De Maidan à Donbass, vous avez filmé des événements majeurs en Ukraine ces dernières années. Le regard que vous portez sur vos films a-t-il changé depuis l’invasion fin février ?
Mon regard n’a absolument pas changé. Et rétrospectivement, je n’aurais d’ailleurs pas fait les choses autrement. Avec Donbass, j’ai voulu montrer et faire ressentir que la phase active de la guerre entre l’Ukraine et la Russie approchait. À mon avis, tout était déjà là.
Avez-vous pensé qu’en parlant de ces événements, en les montrant dans vos films, vous pouviez contribuer à empêcher, à votre échelle, que la situation ne dégénère ?

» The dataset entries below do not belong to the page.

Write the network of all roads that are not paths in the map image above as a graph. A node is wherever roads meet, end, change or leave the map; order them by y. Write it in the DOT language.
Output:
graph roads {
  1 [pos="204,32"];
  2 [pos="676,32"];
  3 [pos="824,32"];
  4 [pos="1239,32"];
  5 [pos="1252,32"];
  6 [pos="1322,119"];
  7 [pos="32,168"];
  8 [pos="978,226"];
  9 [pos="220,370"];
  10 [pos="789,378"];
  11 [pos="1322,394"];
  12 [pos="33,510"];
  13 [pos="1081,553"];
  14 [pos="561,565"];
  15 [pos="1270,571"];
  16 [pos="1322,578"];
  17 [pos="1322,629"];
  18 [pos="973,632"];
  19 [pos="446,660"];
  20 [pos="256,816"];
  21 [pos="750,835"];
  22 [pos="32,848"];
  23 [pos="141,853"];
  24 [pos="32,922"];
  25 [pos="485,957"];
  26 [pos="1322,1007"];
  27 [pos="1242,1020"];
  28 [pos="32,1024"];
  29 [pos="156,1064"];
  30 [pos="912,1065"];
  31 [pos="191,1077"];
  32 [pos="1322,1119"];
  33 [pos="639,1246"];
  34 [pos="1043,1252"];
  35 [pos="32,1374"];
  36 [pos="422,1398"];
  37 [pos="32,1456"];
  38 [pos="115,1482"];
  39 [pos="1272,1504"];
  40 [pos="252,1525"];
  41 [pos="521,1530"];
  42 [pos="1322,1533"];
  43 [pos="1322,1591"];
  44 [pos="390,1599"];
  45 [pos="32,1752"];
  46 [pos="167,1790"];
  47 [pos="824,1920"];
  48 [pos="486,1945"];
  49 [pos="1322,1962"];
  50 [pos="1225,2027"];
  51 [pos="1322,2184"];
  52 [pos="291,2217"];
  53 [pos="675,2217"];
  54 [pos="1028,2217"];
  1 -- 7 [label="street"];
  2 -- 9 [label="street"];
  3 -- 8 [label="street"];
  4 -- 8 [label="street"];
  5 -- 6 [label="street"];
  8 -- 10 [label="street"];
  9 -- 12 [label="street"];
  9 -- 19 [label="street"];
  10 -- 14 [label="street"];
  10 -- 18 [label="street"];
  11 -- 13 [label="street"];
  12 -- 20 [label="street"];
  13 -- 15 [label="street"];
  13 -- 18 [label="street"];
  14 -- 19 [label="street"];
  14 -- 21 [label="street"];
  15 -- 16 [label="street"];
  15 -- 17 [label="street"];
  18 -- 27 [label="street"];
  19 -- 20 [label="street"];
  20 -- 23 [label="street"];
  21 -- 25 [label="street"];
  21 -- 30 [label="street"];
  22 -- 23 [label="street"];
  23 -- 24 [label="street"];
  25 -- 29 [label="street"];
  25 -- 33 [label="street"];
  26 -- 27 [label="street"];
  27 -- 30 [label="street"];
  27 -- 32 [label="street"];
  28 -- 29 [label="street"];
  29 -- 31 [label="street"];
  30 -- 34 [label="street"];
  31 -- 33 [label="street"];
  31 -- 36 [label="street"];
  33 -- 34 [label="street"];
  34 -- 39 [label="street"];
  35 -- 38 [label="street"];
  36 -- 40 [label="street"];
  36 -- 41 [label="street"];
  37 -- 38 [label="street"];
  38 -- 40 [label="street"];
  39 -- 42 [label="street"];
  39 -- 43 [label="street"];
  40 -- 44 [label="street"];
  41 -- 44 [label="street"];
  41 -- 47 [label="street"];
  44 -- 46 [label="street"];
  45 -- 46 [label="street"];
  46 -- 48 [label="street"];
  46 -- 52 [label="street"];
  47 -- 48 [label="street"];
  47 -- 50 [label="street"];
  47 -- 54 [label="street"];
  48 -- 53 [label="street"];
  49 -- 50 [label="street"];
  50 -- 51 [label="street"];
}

Un seul film ne saurait empêcher quoi que ce soit. La culture a besoin de temps pour avoir un effet. Et en même temps je suis convaincu qu’une oeuvre d’art peut avoir un impact à un moment donné. Ce que j’ai à offrir, de mon côté, est une forme de contemplation. Je veux encourager les spectateurs à prendre le temps de réfléchir sur la situation. Un autre rôle important de l’art est qu’il permet, parfois, de changer le langage que l’on utilise pour décrire certains événements.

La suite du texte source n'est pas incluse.